Exercise details.
Looking at the records below, say how many lines contain "Kosova". Nothing else belongs in the answer.

Extracted entries.
____________________
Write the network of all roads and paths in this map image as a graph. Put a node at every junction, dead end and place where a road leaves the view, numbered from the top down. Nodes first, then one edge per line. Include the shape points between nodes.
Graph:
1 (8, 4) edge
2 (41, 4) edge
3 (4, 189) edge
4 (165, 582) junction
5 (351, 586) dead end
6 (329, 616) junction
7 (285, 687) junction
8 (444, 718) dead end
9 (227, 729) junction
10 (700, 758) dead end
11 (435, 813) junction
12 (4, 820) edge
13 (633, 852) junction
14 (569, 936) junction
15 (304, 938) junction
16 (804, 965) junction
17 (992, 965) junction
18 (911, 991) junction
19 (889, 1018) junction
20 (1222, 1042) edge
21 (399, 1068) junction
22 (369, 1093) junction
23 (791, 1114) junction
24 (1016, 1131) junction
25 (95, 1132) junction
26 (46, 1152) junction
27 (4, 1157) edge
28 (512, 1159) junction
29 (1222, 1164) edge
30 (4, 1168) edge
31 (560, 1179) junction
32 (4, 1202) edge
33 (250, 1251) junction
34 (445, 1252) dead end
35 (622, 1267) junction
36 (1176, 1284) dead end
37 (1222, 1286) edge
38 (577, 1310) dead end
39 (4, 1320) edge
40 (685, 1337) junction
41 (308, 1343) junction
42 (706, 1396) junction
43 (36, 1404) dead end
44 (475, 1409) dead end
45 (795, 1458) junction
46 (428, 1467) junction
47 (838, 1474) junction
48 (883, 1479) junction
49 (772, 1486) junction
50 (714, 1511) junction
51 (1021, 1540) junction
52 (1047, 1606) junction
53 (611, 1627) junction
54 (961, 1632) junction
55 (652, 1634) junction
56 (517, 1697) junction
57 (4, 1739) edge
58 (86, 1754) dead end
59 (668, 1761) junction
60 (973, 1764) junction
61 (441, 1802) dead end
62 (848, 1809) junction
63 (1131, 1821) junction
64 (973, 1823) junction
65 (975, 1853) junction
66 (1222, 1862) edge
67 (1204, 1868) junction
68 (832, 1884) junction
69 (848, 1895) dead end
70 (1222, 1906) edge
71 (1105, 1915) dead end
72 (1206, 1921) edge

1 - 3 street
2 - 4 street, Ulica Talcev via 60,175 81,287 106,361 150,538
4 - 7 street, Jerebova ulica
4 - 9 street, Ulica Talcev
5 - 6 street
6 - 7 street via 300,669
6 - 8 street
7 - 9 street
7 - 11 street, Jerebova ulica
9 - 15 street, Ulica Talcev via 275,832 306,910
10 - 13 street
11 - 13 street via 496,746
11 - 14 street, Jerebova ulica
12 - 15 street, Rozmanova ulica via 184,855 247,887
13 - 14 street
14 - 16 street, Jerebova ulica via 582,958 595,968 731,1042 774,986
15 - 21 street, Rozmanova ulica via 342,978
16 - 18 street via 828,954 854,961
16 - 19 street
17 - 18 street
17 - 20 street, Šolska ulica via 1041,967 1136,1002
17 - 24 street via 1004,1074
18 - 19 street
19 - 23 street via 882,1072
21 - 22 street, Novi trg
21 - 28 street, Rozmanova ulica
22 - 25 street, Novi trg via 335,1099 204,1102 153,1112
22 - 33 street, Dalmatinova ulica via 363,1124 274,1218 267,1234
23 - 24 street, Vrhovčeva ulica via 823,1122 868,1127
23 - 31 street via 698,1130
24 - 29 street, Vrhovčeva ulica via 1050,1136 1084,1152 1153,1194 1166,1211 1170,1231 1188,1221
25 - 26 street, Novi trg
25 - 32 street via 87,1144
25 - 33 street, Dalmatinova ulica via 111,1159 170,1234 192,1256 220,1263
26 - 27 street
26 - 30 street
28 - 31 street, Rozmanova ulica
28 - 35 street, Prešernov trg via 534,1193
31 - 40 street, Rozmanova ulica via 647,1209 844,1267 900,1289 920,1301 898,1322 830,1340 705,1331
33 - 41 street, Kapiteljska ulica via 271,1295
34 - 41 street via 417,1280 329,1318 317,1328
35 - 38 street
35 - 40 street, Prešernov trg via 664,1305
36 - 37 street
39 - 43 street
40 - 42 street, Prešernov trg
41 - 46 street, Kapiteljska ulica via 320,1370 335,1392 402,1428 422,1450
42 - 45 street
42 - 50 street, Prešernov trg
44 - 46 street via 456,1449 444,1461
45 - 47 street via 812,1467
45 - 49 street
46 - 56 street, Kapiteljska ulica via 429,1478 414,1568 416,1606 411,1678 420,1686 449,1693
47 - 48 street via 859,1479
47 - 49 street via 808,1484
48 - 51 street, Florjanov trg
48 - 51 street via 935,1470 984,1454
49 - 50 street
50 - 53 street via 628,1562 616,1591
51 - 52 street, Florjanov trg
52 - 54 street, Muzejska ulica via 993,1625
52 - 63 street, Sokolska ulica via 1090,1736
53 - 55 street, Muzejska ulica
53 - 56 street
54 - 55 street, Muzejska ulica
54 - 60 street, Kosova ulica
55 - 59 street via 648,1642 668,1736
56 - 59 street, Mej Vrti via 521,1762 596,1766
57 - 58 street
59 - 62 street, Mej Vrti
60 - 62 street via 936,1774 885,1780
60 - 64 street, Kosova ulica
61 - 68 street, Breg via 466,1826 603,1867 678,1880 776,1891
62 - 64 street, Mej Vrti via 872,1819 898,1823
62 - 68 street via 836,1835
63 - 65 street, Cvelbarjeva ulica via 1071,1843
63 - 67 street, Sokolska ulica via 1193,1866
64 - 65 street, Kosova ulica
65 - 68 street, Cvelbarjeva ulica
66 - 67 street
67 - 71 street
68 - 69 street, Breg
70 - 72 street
____________________
Exercise solution.
3